What follows is a summary of some key litigation trends we are seeing in various jurisdictions and with varios AOLs. Where possible, we have provided some explanation as to why we believe we are seeing certain trends, as well as what we are doing to improve performance.

There are several factors important in noting in analyzing this data.

Number OneThe data shared is over a three- to four-year span. Our firm’s expansion into states outside of the Carolinas began during this time. Thus, the historical data from closed files is stronger in North and South Carolina as compared to Georgia, Mississippi and Tennessee. We also have data from Arkansas, Kentucky and Virginia – states where we have licensed lawyers who handle matters in those respective states. The data in those states is very limited and thus spotting trends specific to those three jurisdictions is difficult.

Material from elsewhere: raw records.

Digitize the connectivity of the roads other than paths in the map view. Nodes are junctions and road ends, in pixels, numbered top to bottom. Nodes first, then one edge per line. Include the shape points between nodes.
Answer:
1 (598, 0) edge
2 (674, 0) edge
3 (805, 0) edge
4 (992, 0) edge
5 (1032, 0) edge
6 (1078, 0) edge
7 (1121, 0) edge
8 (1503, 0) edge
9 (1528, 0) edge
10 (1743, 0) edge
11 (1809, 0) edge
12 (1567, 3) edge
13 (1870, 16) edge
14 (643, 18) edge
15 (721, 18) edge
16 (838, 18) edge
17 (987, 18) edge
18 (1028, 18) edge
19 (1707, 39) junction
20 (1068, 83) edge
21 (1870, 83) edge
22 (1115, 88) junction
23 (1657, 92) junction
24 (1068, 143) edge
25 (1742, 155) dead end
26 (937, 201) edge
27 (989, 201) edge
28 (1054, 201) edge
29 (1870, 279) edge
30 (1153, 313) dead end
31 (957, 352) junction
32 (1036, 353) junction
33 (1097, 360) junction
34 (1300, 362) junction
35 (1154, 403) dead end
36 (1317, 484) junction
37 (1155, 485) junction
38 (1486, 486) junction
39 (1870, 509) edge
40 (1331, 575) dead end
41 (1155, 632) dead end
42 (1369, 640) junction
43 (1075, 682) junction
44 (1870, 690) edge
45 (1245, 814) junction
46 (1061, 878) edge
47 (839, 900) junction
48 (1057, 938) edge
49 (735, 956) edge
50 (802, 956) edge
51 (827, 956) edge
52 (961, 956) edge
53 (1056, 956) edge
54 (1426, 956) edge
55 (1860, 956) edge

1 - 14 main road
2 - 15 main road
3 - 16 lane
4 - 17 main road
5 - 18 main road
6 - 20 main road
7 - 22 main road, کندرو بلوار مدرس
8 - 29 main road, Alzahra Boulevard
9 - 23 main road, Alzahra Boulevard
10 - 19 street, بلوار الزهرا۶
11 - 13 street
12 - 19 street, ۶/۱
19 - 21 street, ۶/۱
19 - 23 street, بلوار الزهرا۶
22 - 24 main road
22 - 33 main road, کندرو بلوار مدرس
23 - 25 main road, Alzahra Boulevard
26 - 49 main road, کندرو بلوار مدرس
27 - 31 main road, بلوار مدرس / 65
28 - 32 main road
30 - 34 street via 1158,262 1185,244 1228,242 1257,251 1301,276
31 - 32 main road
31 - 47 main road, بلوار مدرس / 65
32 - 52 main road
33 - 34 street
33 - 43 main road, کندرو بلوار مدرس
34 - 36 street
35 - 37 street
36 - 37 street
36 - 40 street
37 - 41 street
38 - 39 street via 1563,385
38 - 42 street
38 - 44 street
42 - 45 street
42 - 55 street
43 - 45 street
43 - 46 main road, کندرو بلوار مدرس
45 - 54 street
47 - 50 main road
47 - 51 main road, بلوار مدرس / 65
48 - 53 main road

Number TwoWe are seeing fairly flat metrics on some of the fees per case data. While we certainly can do better and are seeking ways to constantly reduce cycle and fees per case, we are actually quite proud of data which is flat, as we have seen a number of rate increases over the last several years post-economic collapse.

Number ThreeThe judicial hellhole factor. Everyone is aware of the rise of exploding verdicts around the country. Many industry organizations have educated us on this trend and strategies to combat the same. In the Southeast, we are dealing with a couple of such jurisdictions. Georgia is one of the worst trending states in the country in regards to injury cases. In the southern part of South Carolina, several counties remain extremely dangerous on the indemnity side. The procedures in South Carolina also make it more challenging from a cycle time perspective, as matters tend to take longer to get to trial as compared to some of our other jurisdictions. When it comes to construction defect claims, South Carolina is one of the three or four dangerous and expensive jurisdictions to defend. Finally, while Mississippi is not as liberal judicially as perceived, it does still have several very dangerous and jurisdictions where legal spend and indemnity spend tend to be higher. 

Number FOurAnd, the reptile. By now, we are all aware of the Reptile Theory and its effects on not only personal injury cases, but its slow expansion into first-party and professional liability matters. The creators of the Reptile Theory, Ball and Keenan, are from the Southeast. Ball spent a good bit of time in North Carolina and Keenan is a lawyer hailing from Georgia. As a result, we tend to see a number of reptilian cases and/or strategies utilized in cases across the Southeast. Reptilian cases tend to actually move faster from a cycle time perspective, as plaintiff attorneys are taught to be more proactive and aggressive. These cases also have a tendency to increase defense costs due to the amount of work required to defend a reptile case as compared to a case tried in a traditional manner. We are in the process of capturing data on closed cases in which Reptile Theory was used and run separate metrics on those types of cases and law firms to better predict cost, spend and outcomes.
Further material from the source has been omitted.